The woman introduced herself as Hayal, and took the Night Watch through the city, starting in the neighborhood just to the South. “Pardon the smell,” she said; “The world’s finest glassmakers ply their craft along the banks of the Bindik river. These houses are not the friendliest to travelers, and let’s move on to West Hill.

“Here you’ll find more suitable accommodations – and have you yet discovered a place to stay in our city?”

The party told her of the arrangement at the Racing Badger, and she wrinkled her nose. “Oh, no. No, no, no, not for fine and noble people such as you. No, I shall take you to a far better inn when the tour is done – the Gold Veil. In fact, it’s just a few blocks up this way; if you’ll follow me, you can see it.”

The Gold Veil (whose name, the companions noted, was worrisomely close to the Golden Masks, their recent enemies) was a lovely, upscale inn, and Hayal quickly arranged for two rooms for her visitors. She then continued the tour.

And so on, through the city: past the libraries and jewerly shops of West Hill, past the mansions of Silver Hill, with their rococco topiary and silver-plated gates; past the Rais’ palace, guarded by men in crimson robes; past the Northern Gate, outside of which was a Peiriti encampment selling magical trinkets; past the Temple of Mithras (Lum promised to return there soon).

Outside the temple of Anahita (18), beautiful young women dressed in yellow and vermilion silks laughed and passed out pomegranate seeds to passersby. The temple itself was a gaudily ornate work, covered in mosaics of flowers and vines and with a dome worked to resemble a pomegranate. “You’ll notice, when we reach the Lover’s Tower, a similar design,” Hayal pointed out.

And so they did: four blocks away was a tall tower covered top to bottom in exquisite mosaics of flowering plants. And Hayal told them the story of the doomed lovers.

Nearly one hundred years ago, the rais’ (19) vizier fathered a girl whose beauty outshone the stars. The midwife wept at her birth, it is said, and despaired for the child’s fate; for this, the old woman was put to death. But her premonition proved true.

As she grew, the nobles of the city began to urge the vizier to marry her to them. But he grew jealous of her beauty, and declared that she would not marry yet.

His attention was focused on the greedy nobles, and so he did not see that his daughter had fallen in love with a servant from his household. They met in secret, and other servants conspired to hide the affair.

When the vizier finally learned of his daughter’s treachery, he was furious, and locked her in her quarters until he could find and kill the servant boy. The boy disappeared, however, and the vizier, in his paranoia, had built a tower in which to house his daughter away from the lusting eyes and hands of men.

But the vizier’s daughter despaired on her imprisonment, and day by day she grew weaker. Within a week of the tower’s completion, she died.

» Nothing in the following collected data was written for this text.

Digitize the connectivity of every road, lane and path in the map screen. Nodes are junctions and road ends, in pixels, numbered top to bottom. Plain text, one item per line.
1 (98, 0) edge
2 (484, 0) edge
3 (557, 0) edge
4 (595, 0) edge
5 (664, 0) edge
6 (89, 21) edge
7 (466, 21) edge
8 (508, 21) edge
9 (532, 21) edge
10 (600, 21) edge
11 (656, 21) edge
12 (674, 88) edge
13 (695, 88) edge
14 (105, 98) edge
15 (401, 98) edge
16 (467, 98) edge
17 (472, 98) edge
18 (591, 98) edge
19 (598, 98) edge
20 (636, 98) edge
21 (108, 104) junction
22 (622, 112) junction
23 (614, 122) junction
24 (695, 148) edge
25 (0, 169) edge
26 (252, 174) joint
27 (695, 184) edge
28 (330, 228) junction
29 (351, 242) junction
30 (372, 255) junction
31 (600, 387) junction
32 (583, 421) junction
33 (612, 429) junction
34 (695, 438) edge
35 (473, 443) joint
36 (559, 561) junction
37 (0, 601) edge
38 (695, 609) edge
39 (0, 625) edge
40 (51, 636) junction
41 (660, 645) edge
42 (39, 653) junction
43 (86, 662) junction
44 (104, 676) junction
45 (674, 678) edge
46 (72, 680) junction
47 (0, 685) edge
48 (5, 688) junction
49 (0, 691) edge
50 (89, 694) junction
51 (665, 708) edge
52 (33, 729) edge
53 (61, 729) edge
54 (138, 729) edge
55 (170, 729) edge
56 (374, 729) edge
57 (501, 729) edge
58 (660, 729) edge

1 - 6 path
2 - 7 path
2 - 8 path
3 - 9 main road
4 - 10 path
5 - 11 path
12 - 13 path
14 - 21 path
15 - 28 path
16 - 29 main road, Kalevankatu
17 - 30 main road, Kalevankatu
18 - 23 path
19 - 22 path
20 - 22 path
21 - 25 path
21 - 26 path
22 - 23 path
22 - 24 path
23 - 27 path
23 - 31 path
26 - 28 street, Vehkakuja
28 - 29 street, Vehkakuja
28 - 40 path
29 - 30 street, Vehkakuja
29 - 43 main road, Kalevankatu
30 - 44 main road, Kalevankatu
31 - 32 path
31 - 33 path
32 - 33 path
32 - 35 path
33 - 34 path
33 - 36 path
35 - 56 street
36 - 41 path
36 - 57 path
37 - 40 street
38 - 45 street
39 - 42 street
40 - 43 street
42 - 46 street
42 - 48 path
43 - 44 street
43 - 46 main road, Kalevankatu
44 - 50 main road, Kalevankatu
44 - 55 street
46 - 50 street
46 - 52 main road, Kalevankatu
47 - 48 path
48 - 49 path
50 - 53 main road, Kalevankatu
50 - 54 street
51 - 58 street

And then a curious thing happened: the vizier’s affairs began to fall prey to misfortune. His lands withered and died. Every bit of advice he gave the rais turned foul. Sickness assaulted his household.

Two years later, the vizier was in ruins, ejected from the rais’ favor and with nothing to his name save his barren estate. Rather than suffer the disgrace, he took his own life. His property, as did that of all suicides, reverted to the state.

And the next day a wealthy stranger arrived in town and purchased the tower from the rais for an exorbitant sum. He hired the city’s best artisans to decorate it as it is now decorated. An enchantment is laid on the tower so that the singing of a maiden flows from its height every noon and dusk.

With that, the stranger gifted the tower back to the city and disappeared. It is now known as the lover’s tower; none are allowed inside except for the groundskeeper.

Hayal ended her tour and thanked the travelers for their attention. Moments later, she was lost in the crowd.

The Night Watch decided to speak with the Peiriti who were encamped outside of town, and headed for the northern gate.

But as they walked that way, they heard a commotion ahead of them in the crowd. Screams, and crashing, and the clash of metal against metal. The throngs of the festival ran away from the screaming toward them.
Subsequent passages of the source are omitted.